Yarattığı güçlü medyada da bol bol leşkeri var bu değerli yönetmenimizin, pardon başbakanımızın...
Replikler çoktan ezberlenmiş, suflelerden sızma zeytinyağı damlıyor evvel Allah... Höt diyeni başbakandan önce bunlar zortlatıyorlar! Hem de Teke zortlatması. Allah ne vermişse, sille tokat girişiyorlar!
Sırf bu iş için köşe tahsis edilmiş tetikçiler var.
***
Şehir Tiyatroları için bir takım değişikliğe gitti İstanbul Belediyesi. (Ardından başka belediyeler de aynı şeyi yaptılar mı bilmiyorum doğrusu!) Hâliyle oyuncularda bir hareketlenme oldu, azıcık gıpraştılar!
Sen misin gıpraşan diye önce leşkerden mitralyöz atışları başladı. Bir “repression” ki, sormayın gitsin! 28 Şubat medyasının leşkerlerine rahmet okutuyorlar vallahi...
Hele eccük durun be oğlum ya! Adamlar demokratik haklarını kullanıp “baskın basanındır “ oldu bittisine itiraz ediyorlar.
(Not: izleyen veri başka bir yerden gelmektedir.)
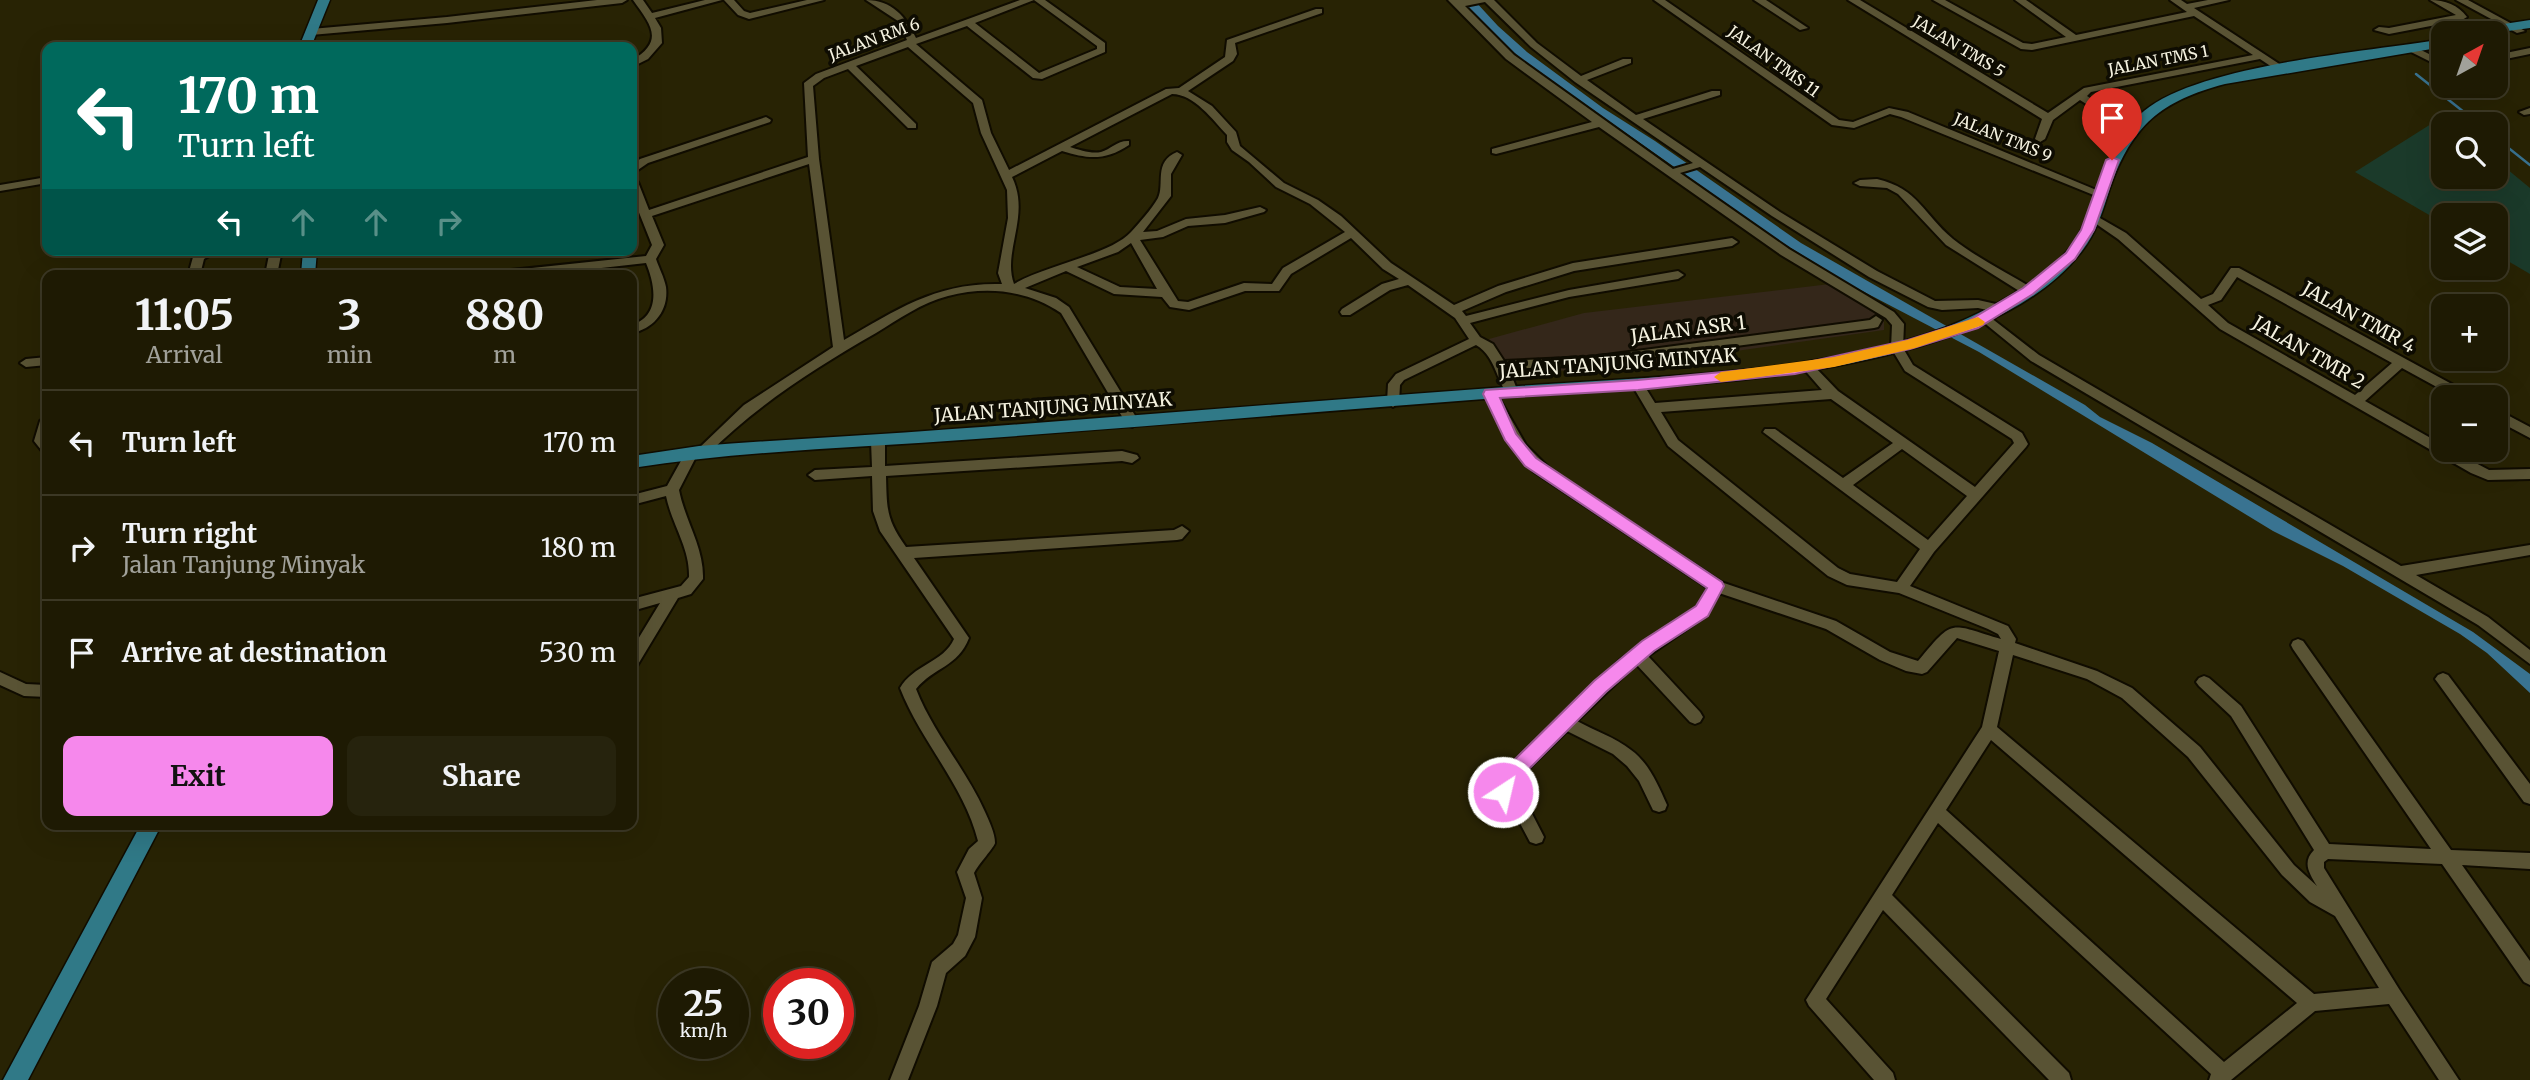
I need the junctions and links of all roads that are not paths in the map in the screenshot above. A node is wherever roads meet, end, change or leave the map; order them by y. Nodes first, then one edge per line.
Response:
1 (324, 0) edge
2 (622, 0) edge
3 (638, 0) edge
4 (717, 0) edge
5 (729, 0) edge
6 (819, 0) edge
7 (871, 0) edge
8 (1029, 0) edge
9 (1039, 0) edge
10 (1482, 0) edge
11 (1489, 0) edge
12 (1659, 0) edge
13 (1759, 0) edge
14 (1853, 0) edge
15 (1938, 0) edge
16 (2020, 0) edge
17 (2175, 0) edge
18 (2224, 0) edge
19 (2435, 0) edge
20 (2461, 0) edge
21 (2470, 0) edge
22 (1458, 3) edge
23 (2185, 7) junction
24 (1319, 11) dead end
25 (2196, 13) junction
26 (649, 16) junction
27 (2498, 16) junction
28 (2500, 21) edge
29 (968, 22) junction
30 (2524, 27) edge
31 (1803, 28) dead end
32 (2379, 30) dead end
33 (311, 32) junction
34 (2073, 37) junction
35 (307, 42) edge
36 (911, 43) junction
37 (2431, 45) edge
38 (2412, 49) junction
39 (2530, 51) edge
40 (2262, 56) junction
41 (2508, 56) edge
42 (2431, 59) edge
43 (637, 61) edge
44 (1627, 61) dead end
45 (849, 65) junction
46 (2283, 69) junction
47 (1579, 80) junction
48 (1181, 91) junction
49 (1716, 93) dead end
50 (2079, 95) junction
51 (1895, 111) joint
52 (1636, 118) junction
53 (2048, 118) junction
54 (766, 120) dead end
55 (1601, 123) junction
56 (912, 125) dead end
57 (2132, 129) junction
58 (2040, 139) dead end
59 (1125, 143) dead end
60 (1060, 147) junction
61 (1496, 151) dead end
62 (1177, 155) dead end
63 (814, 159) junction
64 (1701, 163) junction
65 (637, 166) edge
66 (1673, 172) junction
67 (1008, 175) junction
68 (42, 181) edge
69 (1860, 183) dead end
70 (0, 188) edge
71 (2100, 194) junction
72 (637, 195) edge
73 (1260, 211) dead end
74 (644, 215) junction
75 (2093, 217) junction
76 (1353, 232) junction
77 (1133, 237) junction
78 (1732, 242) dead end
79 (650, 259) junction
80 (1068, 267) junction
81 (548, 270) edge
82 (1678, 275) dead end
83 (1408, 281) junction
84 (1012, 290) junction
85 (2028, 291) junction
86 (1165, 293) junction
87 (2198, 305) junction
88 (1453, 310) junction
89 (1346, 312) dead end
90 (1987, 317) junction
91 (1876, 320) dead end
92 (1462, 321) junction
93 (637, 328) edge
94 (1476, 340) junction
95 (839, 348) junction
96 (1897, 348) junction
97 (42, 361) edge
98 (2401, 362) junction
99 (26, 363) dead end
100 (1501, 365) junction
101 (1808, 367) junction
102 (1638, 385) junction
103 (2443, 385) edge
104 (1512, 392) junction
105 (1490, 394) junction
106 (1833, 394) junction
107 (1393, 402) junction
108 (2356, 402) junction
109 (1651, 408) junction
110 (2508, 421) edge
111 (1132, 422) junction
112 (1770, 432) dead end
113 (2530, 433) edge
114 (878, 441) junction
115 (1903, 442) junction
116 (697, 452) junction
117 (1132, 458) dead end
118 (637, 461) edge
119 (878, 472) junction
120 (2530, 474) edge
121 (815, 475) dead end
122 (1844, 485) junction
123 (672, 490) junction
124 (1975, 494) junction
125 (637, 499) edge
126 (1182, 531) dead end
127 (1930, 548) junction
128 (2530, 550) edge
129 (904, 553) junction
130 (2399, 572) junction
131 (1716, 586) junction
132 (1901, 589) junction
133 (673, 594) junction
134 (637, 604) edge
135 (2298, 645) dead end
136 (2009, 647) junction
137 (637, 654) edge
138 (1637, 654) junction
139 (2530, 658) edge
140 (0, 678) edge
141 (2443, 679) dead end
142 (2204, 682) dead end
143 (42, 691) edge
144 (1695, 717) dead end
145 (1566, 722) junction
146 (1989, 729) junction
147 (2530, 797) edge
148 (1659, 805) dead end
149 (1937, 812) junction
150 (149, 830) edge
151 (1536, 837) dead end
152 (2324, 851) junction
153 (2448, 859) junction
154 (2530, 861) edge
155 (1881, 896) junction
156 (2341, 910) junction
157 (2530, 976) edge
158 (2393, 995) junction
159 (2311, 1003) junction
160 (2221, 1077) edge
161 (15, 1080) edge
162 (899, 1080) edge
163 (1886, 1080) edge
164 (2062, 1080) edge
165 (2450, 1080) edge

1 - 33 main road
2 - 33 street
3 - 26 street
4 - 26 street
5 - 6 street
7 - 36 street
8 - 29 street, JALAN RM 6
9 - 29 street
10 - 22 street
11 - 47 street
12 - 51 street, JALAN TMS 11
13 - 31 street
14 - 53 street, JALAN TMS 5
15 - 34 street
16 - 34 street
17 - 23 street
18 - 23 street
19 - 32 street
20 - 27 street
21 - 27 street
22 - 55 street
23 - 25 street
24 - 48 street
25 - 34 street
25 - 40 street
26 - 43 street
27 - 28 main road
27 - 30 main road
27 - 30 street
29 - 36 street, JALAN RM 6
33 - 35 main road
36 - 45 street, JALAN RM 6
36 - 67 street
37 - 38 main road, JALAN TANJUNG MINYAK
38 - 42 street
38 - 46 main road, JALAN TANJUNG MINYAK
39 - 41 street
40 - 46 street
40 - 50 street, JALAN TMS 1
44 - 47 street
45 - 56 street
45 - 63 street, JALAN RM 6
46 - 57 main road, JALAN TANJUNG MINYAK
47 - 52 street
48 - 60 street
48 - 76 street
49 - 52 street
50 - 53 street, JALAN TMS 1
50 - 57 street
51 - 71 street, JALAN TMS 9
52 - 64 street
53 - 58 street
54 - 65 street
55 - 61 street
55 - 66 street
57 - 71 main road, JALAN TANJUNG MINYAK
59 - 60 street
60 - 67 street
62 - 77 street
63 - 74 street
63 - 95 street
64 - 66 street
64 - 90 street
66 - 96 street
67 - 84 street
68 - 70 street
69 - 85 street
71 - 75 main road, JALAN TANJUNG MINYAK
72 - 74 street
73 - 77 street
74 - 79 street
75 - 85 main road, JALAN TANJUNG MINYAK
75 - 87 street, JALAN TMR 2
76 - 83 street
76 - 86 street
77 - 80 street
77 - 86 street
78 - 88 street
79 - 81 street
79 - 93 street
80 - 84 street
80 - 86 street
82 - 92 street
83 - 88 street
83 - 89 street
84 - 95 street
84 - 111 street
85 - 90 main road, JALAN TANJUNG MINYAK
87 - 98 street, JALAN TMR 4
87 - 108 street, JALAN TMR 2
88 - 92 street
90 - 96 main road, JALAN TANJUNG MINYAK
90 - 130 street
91 - 100 street, JALAN ASR 1
92 - 94 street
94 - 100 street
94 - 107 street
95 - 116 street
96 - 101 main road, JALAN TANJUNG MINYAK
96 - 124 street
97 - 99 street
98 - 103 street, JALAN TMR 4
98 - 108 street
100 - 104 street
101 - 102 main road, JALAN TANJUNG MINYAK
101 - 106 street
102 - 104 main road, JALAN TANJUNG MINYAK
102 - 109 street
104 - 105 main road, JALAN TANJUNG MINYAK
105 - 107 main road, JALAN TANJUNG MINYAK
105 - 131 street
106 - 109 street
106 - 115 street
107 - 111 main road, JALAN TANJUNG MINYAK
108 - 120 street, JALAN TMR 2
109 - 132 street
110 - 113 street
111 - 114 main road, JALAN TANJUNG MINYAK
112 - 122 street
114 - 116 main road, JALAN TANJUNG MINYAK
114 - 119 street
115 - 122 street
115 - 124 street
116 - 118 main road, JALAN TANJUNG MINYAK
116 - 123 street
117 - 119 street
119 - 121 street
119 - 129 street
122 - 127 street
123 - 125 street
123 - 133 street
124 - 127 street
126 - 129 street
127 - 132 street
128 - 130 street
129 - 162 street
130 - 139 street
131 - 136 street
131 - 138 street
132 - 136 street
133 - 134 street
133 - 137 street
135 - 153 street
136 - 146 street
136 - 156 street
138 - 144 street
138 - 145 street
140 - 143 street
141 - 147 street
142 - 152 street
145 - 148 street
145 - 151 street
146 - 149 street
146 - 159 street
149 - 155 street
149 - 160 street
150 - 161 main road
152 - 153 street
152 - 156 street
153 - 154 street
153 - 157 street
155 - 163 street
155 - 164 street
156 - 158 street
158 - 159 street
158 - 165 street
159 - 160 street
Velev ki “haksız” bir itirazdır, ama “antidemokratiktir” diyemezsiniz...
O zaman bu celâllenme niye?
***
E biz, son on yıldır; demokrasimiz gelişsin, askerî ve yargı vesayeti bitsin, hukukî haklar yerini bulsun, vatandaşlar arasında hem ekonomik hem de hukukî eşitlik sağlansın diye mabadımızı yırttık! Yoksa evet mührünü, Tayyip Erdoğan’ın kara kaşı, ela gözü ve uzun boyu için götürüp ampüle yapıştırmadık! Keyfimiz için onlarca yazı yazı yazıp, destek vermedik! Yediğimiz küfürler de cabası!
Karşılığında çokları gibi cukka mukka da doldurmadık, makama mevkie de atanmadık!..
Bütün bunlardan yola çıkarak şimdi demek istiyoruz ki...
“La oğlum leşker bozuntuları, yaşımız altmışa dayandı. Bırakın da ömrümüzün son deminde hiç olmazsa birkaç yıllık bir demokratik ülke görsün feri çekilmiş gözlerimiz! Ne diye her biriniz klavyelerinizi yalın palaya döndürüp fırlak gözlerle ödümüzü patlatıyonuz, binevâ başımıza birer Hint hükümdârı kesiliyonuz la, gözlerinin cırbıtlarına kuş necisi bulaşasıcalar sizi?!”
***
Efendim...
Sanatçıdan memur olur mu?
Ya da...
Memurdan sanatçı olur mu?
-Olmaz!
Öyle dediler bu işlerin ehli olanlar. Ya da günümüz uydurukçasıyla “sanat otoriteleri”...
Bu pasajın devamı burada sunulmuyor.